┏━━

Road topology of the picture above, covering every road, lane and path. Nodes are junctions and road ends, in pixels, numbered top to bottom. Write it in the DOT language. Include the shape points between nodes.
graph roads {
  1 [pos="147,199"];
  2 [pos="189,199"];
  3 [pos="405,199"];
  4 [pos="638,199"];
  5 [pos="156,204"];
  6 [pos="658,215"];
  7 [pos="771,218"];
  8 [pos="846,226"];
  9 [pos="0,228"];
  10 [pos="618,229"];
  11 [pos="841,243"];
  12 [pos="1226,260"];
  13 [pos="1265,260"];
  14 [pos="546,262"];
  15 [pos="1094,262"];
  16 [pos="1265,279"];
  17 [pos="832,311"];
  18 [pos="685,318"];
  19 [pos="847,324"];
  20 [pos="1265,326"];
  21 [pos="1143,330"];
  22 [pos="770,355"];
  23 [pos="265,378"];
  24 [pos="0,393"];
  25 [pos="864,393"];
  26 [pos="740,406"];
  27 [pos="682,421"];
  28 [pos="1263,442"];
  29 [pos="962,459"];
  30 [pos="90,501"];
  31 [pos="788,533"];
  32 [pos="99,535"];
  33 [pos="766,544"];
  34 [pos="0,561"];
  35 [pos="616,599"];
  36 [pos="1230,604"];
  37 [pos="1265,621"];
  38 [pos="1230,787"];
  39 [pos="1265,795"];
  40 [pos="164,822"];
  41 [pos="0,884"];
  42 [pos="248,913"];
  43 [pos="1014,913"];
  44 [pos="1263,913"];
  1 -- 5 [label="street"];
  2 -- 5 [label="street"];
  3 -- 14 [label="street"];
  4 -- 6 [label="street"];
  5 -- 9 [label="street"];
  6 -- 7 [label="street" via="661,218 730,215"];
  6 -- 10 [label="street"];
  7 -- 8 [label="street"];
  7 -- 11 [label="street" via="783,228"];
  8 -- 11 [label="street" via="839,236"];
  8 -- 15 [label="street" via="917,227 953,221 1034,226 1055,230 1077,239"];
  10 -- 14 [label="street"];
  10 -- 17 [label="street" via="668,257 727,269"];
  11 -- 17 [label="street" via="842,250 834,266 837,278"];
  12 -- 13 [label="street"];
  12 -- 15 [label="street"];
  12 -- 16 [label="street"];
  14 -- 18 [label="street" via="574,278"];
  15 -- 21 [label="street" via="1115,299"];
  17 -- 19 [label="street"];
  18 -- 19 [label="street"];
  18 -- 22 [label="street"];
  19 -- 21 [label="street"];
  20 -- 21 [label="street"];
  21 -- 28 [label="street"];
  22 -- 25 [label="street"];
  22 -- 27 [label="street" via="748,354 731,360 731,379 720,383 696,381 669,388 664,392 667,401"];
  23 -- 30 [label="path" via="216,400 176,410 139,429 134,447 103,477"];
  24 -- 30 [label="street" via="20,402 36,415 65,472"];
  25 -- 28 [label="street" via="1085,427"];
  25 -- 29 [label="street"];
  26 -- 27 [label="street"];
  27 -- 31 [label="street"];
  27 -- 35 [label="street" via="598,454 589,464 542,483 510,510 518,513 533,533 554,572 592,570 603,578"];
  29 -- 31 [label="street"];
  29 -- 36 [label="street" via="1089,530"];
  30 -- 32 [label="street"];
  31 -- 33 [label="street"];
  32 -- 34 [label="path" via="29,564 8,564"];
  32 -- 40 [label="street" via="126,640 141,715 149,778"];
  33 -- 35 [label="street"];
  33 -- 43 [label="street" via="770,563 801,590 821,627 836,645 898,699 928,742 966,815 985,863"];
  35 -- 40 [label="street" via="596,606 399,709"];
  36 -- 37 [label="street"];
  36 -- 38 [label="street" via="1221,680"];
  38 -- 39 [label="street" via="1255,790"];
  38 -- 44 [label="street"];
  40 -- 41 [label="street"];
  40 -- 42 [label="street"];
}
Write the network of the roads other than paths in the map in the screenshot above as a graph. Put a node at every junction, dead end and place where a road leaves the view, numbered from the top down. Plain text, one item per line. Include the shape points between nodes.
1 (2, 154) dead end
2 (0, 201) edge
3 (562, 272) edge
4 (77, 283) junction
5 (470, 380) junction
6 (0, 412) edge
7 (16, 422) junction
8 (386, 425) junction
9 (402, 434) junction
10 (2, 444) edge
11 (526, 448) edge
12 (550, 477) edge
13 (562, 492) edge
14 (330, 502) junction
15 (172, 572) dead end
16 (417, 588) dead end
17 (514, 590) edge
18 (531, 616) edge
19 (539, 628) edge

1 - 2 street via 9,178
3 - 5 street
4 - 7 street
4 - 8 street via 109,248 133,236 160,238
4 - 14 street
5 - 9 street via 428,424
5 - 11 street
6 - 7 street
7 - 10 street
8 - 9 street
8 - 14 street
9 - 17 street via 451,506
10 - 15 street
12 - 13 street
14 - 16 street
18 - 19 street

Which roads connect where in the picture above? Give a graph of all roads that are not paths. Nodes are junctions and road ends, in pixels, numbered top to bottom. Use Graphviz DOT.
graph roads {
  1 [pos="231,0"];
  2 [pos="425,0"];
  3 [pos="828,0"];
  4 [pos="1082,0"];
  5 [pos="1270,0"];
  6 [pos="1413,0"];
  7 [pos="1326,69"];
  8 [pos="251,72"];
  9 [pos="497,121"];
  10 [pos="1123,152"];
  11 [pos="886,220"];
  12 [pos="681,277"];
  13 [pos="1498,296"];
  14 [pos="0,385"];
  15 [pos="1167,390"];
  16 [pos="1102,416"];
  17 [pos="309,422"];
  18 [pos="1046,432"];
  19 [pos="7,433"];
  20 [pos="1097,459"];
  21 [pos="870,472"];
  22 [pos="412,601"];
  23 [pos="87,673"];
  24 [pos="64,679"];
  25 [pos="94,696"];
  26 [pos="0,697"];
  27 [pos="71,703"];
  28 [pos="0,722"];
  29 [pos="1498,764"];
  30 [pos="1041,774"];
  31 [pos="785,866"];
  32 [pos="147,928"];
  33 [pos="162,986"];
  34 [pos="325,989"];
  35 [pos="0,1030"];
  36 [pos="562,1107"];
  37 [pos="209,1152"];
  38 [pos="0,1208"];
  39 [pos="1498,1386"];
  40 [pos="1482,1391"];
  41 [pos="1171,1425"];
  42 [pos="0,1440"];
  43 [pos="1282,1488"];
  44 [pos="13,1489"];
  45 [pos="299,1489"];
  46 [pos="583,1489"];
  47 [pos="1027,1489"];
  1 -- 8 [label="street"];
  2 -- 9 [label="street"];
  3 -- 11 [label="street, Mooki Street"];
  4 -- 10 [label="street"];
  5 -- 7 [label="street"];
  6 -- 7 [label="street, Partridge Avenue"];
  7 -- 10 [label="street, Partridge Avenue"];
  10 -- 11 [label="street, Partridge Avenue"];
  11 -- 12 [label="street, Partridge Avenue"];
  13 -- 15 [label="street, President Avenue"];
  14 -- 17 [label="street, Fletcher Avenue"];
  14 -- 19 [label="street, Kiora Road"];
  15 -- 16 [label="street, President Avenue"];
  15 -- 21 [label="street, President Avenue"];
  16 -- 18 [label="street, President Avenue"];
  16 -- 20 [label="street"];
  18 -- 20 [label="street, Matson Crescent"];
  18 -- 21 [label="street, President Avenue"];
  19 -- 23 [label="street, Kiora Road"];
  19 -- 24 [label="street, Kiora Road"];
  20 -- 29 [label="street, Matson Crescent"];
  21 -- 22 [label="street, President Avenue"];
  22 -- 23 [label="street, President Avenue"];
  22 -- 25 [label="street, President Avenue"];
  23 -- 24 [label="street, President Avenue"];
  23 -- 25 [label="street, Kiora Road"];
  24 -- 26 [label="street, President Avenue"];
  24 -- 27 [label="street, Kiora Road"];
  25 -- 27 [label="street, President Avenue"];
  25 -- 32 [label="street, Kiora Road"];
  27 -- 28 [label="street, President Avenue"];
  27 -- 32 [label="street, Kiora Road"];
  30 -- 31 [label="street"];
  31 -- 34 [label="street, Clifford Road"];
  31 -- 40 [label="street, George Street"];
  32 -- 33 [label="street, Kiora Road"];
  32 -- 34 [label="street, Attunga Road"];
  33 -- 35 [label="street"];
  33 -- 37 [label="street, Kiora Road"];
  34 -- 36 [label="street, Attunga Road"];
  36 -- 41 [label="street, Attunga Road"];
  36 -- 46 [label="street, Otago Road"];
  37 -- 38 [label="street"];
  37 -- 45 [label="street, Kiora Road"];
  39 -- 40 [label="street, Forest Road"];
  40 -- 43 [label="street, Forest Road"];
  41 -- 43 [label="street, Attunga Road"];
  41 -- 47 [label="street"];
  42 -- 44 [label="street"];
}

┗━━

▸ **Task objective**
For this exercise, copy every line of the data that holds "Partridge".

▸ **Solution for this exercise**
  6 -- 7 [label="street, Partridge Avenue"];
  7 -- 10 [label="street, Partridge Avenue"];
  10 -- 11 [label="street, Partridge Avenue"];
  11 -- 12 [label="street, Partridge Avenue"];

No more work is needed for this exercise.